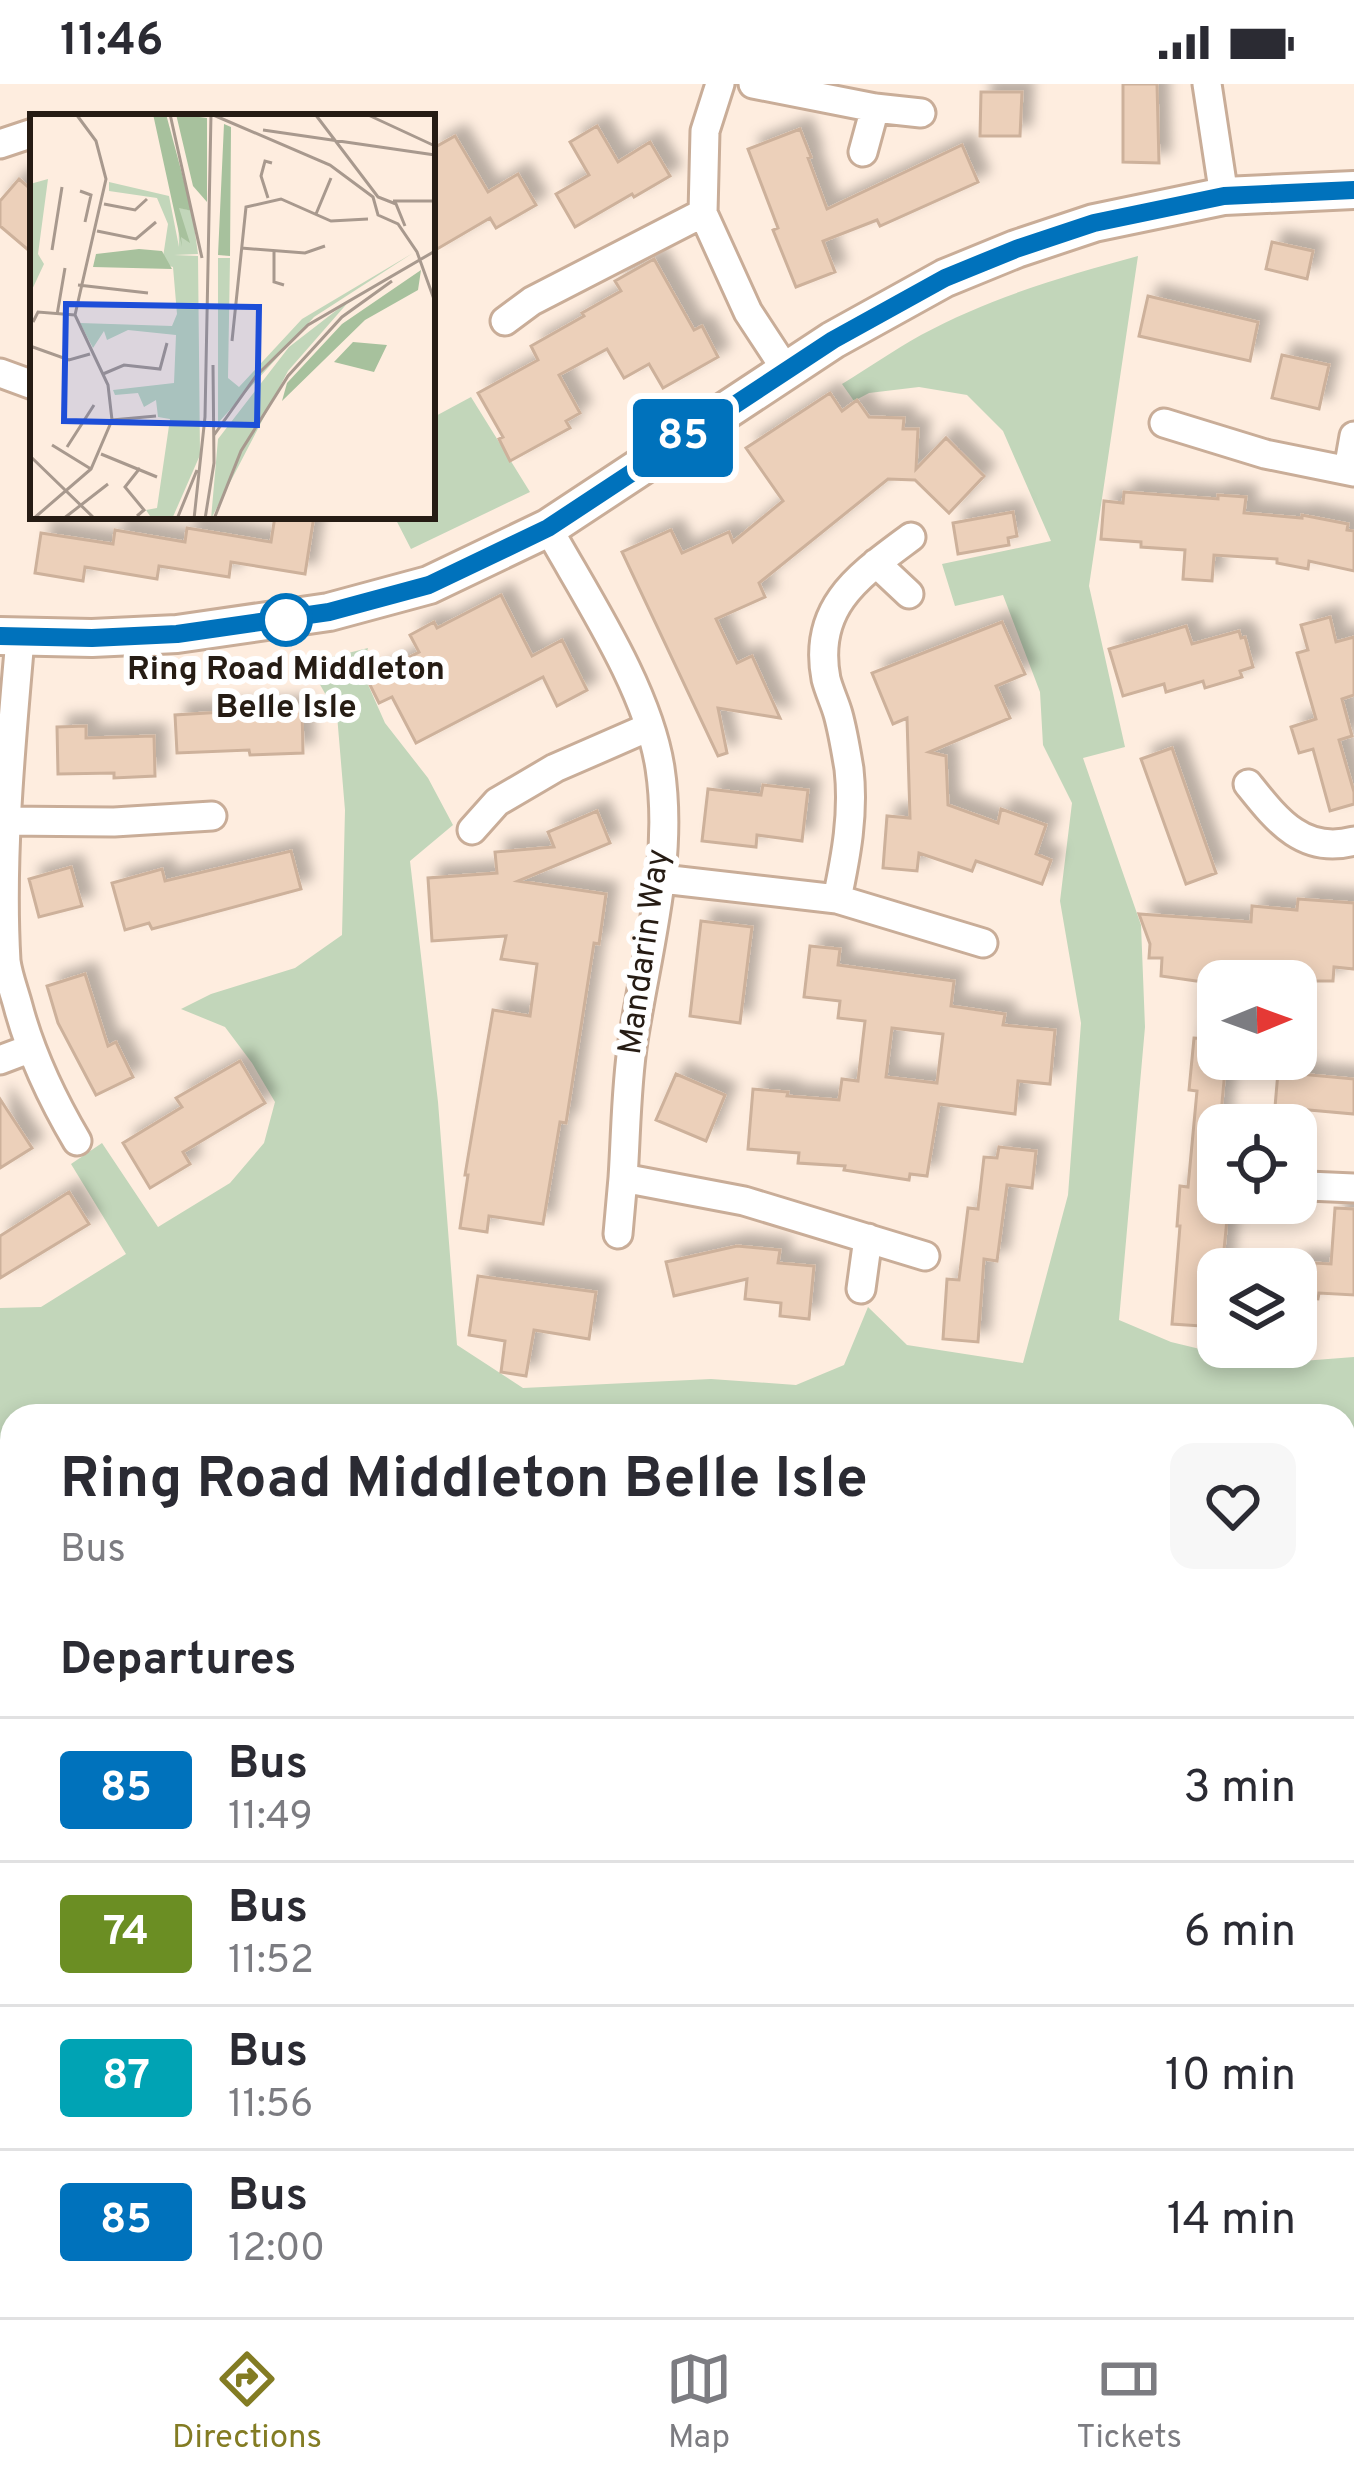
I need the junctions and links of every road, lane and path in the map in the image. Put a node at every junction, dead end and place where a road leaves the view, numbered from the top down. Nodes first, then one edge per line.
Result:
1 (720, 84) edge
2 (753, 84) edge
3 (1208, 84) edge
4 (875, 108) junction
5 (921, 113) dead end
6 (30, 134) edge
7 (0, 144) edge
8 (863, 152) dead end
9 (1354, 190) edge
10 (1224, 196) junction
11 (703, 213) junction
12 (505, 321) dead end
13 (786, 370) junction
14 (0, 373) edge
15 (30, 385) edge
16 (1164, 423) dead end
17 (1354, 436) edge
18 (1351, 471) edge
19 (548, 528) junction
20 (911, 537) dead end
21 (876, 563) junction
22 (909, 595) dead end
23 (10, 638) edge
24 (649, 727) junction
25 (1248, 784) dead end
26 (212, 816) dead end
27 (4, 821) junction
28 (472, 830) dead end
29 (1354, 841) edge
30 (662, 879) junction
31 (837, 899) junction
32 (983, 943) dead end
33 (29, 1049) junction
34 (0, 1060) edge
35 (77, 1141) dead end
36 (623, 1178) junction
37 (1317, 1186) edge
38 (1354, 1188) edge
39 (618, 1234) dead end
40 (868, 1238) junction
41 (926, 1256) dead end
42 (861, 1289) dead end

1 - 11 street
2 - 4 street
3 - 10 street
4 - 5 street
4 - 8 street
6 - 7 street
9 - 10 street
10 - 13 street
11 - 12 street
11 - 13 street
13 - 19 street
14 - 15 street
16 - 18 street
17 - 18 street
19 - 23 street
19 - 24 street, Mandarin Way
20 - 21 street
21 - 22 street
21 - 31 street
23 - 27 street
24 - 28 street
24 - 30 street, Mandarin Way
25 - 29 street
26 - 27 street
27 - 33 street
30 - 31 street
30 - 36 street, Mandarin Way
31 - 32 street
33 - 34 street
33 - 35 street
36 - 39 street, Mandarin Way
36 - 40 street
37 - 38 street
40 - 41 street
40 - 42 street

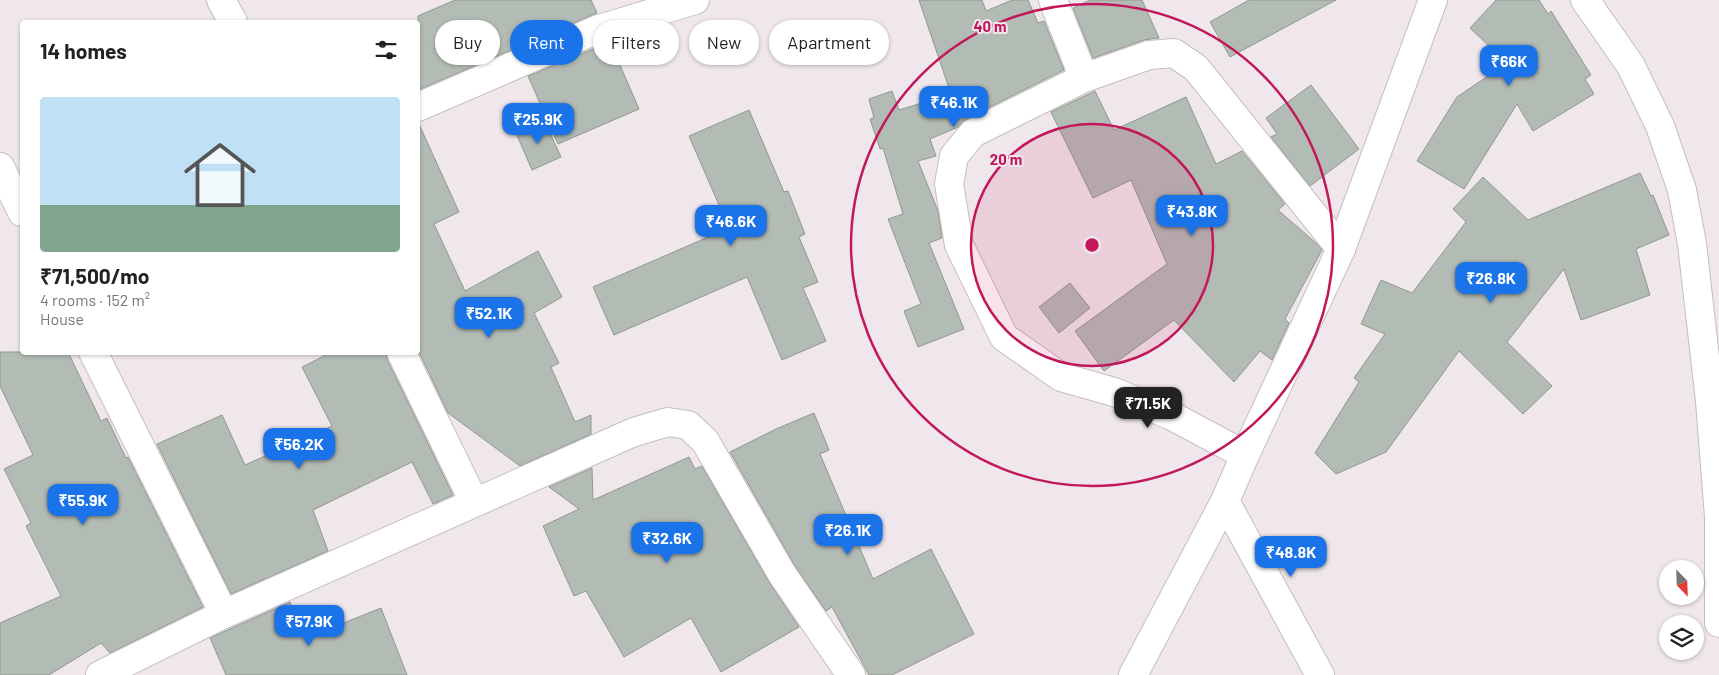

-=-=-=-=-

■ Exercise details ■
In the entries above, find each line with the word "Mandarin" and show it.

■ Solution to this task ■
19 - 24 street, Mandarin Way
24 - 30 street, Mandarin Way
30 - 36 street, Mandarin Way
36 - 39 street, Mandarin Way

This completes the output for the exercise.